__What you should do__: Repeat the data verbatim.

━━━

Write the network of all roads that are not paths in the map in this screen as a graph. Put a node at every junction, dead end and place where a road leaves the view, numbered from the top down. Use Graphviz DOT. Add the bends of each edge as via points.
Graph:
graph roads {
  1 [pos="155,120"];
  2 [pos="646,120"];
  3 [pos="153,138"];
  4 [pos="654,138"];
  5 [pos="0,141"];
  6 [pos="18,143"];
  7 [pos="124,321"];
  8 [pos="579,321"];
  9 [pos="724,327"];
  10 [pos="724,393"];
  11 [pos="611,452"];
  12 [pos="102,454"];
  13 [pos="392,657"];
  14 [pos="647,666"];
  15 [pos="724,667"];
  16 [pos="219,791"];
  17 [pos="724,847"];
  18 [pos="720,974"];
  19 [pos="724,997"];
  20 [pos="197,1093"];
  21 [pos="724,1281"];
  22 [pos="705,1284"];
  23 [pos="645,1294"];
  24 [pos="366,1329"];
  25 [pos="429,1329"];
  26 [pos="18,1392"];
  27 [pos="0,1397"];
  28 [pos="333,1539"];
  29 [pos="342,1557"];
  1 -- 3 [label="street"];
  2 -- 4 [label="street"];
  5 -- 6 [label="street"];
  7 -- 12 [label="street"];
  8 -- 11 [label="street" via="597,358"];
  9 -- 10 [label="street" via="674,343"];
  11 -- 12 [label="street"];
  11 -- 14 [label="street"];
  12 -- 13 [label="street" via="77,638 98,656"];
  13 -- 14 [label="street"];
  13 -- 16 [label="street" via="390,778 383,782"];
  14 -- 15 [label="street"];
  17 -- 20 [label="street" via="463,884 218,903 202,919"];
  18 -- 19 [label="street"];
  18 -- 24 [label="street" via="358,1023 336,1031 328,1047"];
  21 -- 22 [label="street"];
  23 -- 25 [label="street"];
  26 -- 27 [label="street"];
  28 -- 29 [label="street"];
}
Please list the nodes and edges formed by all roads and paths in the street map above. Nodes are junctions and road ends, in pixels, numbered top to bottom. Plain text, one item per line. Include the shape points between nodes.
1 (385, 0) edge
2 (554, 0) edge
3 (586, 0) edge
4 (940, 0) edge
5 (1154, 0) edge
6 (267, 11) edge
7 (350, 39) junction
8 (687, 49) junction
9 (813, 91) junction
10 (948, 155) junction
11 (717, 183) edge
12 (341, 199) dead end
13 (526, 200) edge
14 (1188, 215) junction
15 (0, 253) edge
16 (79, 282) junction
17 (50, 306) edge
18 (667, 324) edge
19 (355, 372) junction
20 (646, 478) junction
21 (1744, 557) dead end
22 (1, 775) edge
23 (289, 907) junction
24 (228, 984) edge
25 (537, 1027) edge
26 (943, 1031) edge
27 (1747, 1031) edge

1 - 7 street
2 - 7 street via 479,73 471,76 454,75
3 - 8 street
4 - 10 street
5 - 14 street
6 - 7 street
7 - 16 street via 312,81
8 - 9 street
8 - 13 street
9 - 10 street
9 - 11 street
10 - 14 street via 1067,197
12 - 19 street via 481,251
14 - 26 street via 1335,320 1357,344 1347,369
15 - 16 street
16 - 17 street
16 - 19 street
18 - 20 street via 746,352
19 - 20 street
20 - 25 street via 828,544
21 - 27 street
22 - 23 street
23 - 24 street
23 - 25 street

━━━

__Problem solution__:
Write the network of all roads that are not paths in the map in this screen as a graph. Put a node at every junction, dead end and place where a road leaves the view, numbered from the top down. Use Graphviz DOT. Add the bends of each edge as via points.
Graph:
graph roads {
  1 [pos="155,120"];
  2 [pos="646,120"];
  3 [pos="153,138"];
  4 [pos="654,138"];
  5 [pos="0,141"];
  6 [pos="18,143"];
  7 [pos="124,321"];
  8 [pos="579,321"];
  9 [pos="724,327"];
  10 [pos="724,393"];
  11 [pos="611,452"];
  12 [pos="102,454"];
  13 [pos="392,657"];
  14 [pos="647,666"];
  15 [pos="724,667"];
  16 [pos="219,791"];
  17 [pos="724,847"];
  18 [pos="720,974"];
  19 [pos="724,997"];
  20 [pos="197,1093"];
  21 [pos="724,1281"];
  22 [pos="705,1284"];
  23 [pos="645,1294"];
  24 [pos="366,1329"];
  25 [pos="429,1329"];
  26 [pos="18,1392"];
  27 [pos="0,1397"];
  28 [pos="333,1539"];
  29 [pos="342,1557"];
  1 -- 3 [label="street"];
  2 -- 4 [label="street"];
  5 -- 6 [label="street"];
  7 -- 12 [label="street"];
  8 -- 11 [label="street" via="597,358"];
  9 -- 10 [label="street" via="674,343"];
  11 -- 12 [label="street"];
  11 -- 14 [label="street"];
  12 -- 13 [label="street" via="77,638 98,656"];
  13 -- 14 [label="street"];
  13 -- 16 [label="street" via="390,778 383,782"];
  14 -- 15 [label="street"];
  17 -- 20 [label="street" via="463,884 218,903 202,919"];
  18 -- 19 [label="street"];
  18 -- 24 [label="street" via="358,1023 336,1031 328,1047"];
  21 -- 22 [label="street"];
  23 -- 25 [label="street"];
  26 -- 27 [label="street"];
  28 -- 29 [label="street"];
}
Please list the nodes and edges formed by all roads and paths in the street map above. Nodes are junctions and road ends, in pixels, numbered top to bottom. Plain text, one item per line. Include the shape points between nodes.
1 (385, 0) edge
2 (554, 0) edge
3 (586, 0) edge
4 (940, 0) edge
5 (1154, 0) edge
6 (267, 11) edge
7 (350, 39) junction
8 (687, 49) junction
9 (813, 91) junction
10 (948, 155) junction
11 (717, 183) edge
12 (341, 199) dead end
13 (526, 200) edge
14 (1188, 215) junction
15 (0, 253) edge
16 (79, 282) junction
17 (50, 306) edge
18 (667, 324) edge
19 (355, 372) junction
20 (646, 478) junction
21 (1744, 557) dead end
22 (1, 775) edge
23 (289, 907) junction
24 (228, 984) edge
25 (537, 1027) edge
26 (943, 1031) edge
27 (1747, 1031) edge

1 - 7 street
2 - 7 street via 479,73 471,76 454,75
3 - 8 street
4 - 10 street
5 - 14 street
6 - 7 street
7 - 16 street via 312,81
8 - 9 street
8 - 13 street
9 - 10 street
9 - 11 street
10 - 14 street via 1067,197
12 - 19 street via 481,251
14 - 26 street via 1335,320 1357,344 1347,369
15 - 16 street
16 - 17 street
16 - 19 street
18 - 20 street via 746,352
19 - 20 street
20 - 25 street via 828,544
21 - 27 street
22 - 23 street
23 - 24 street
23 - 25 street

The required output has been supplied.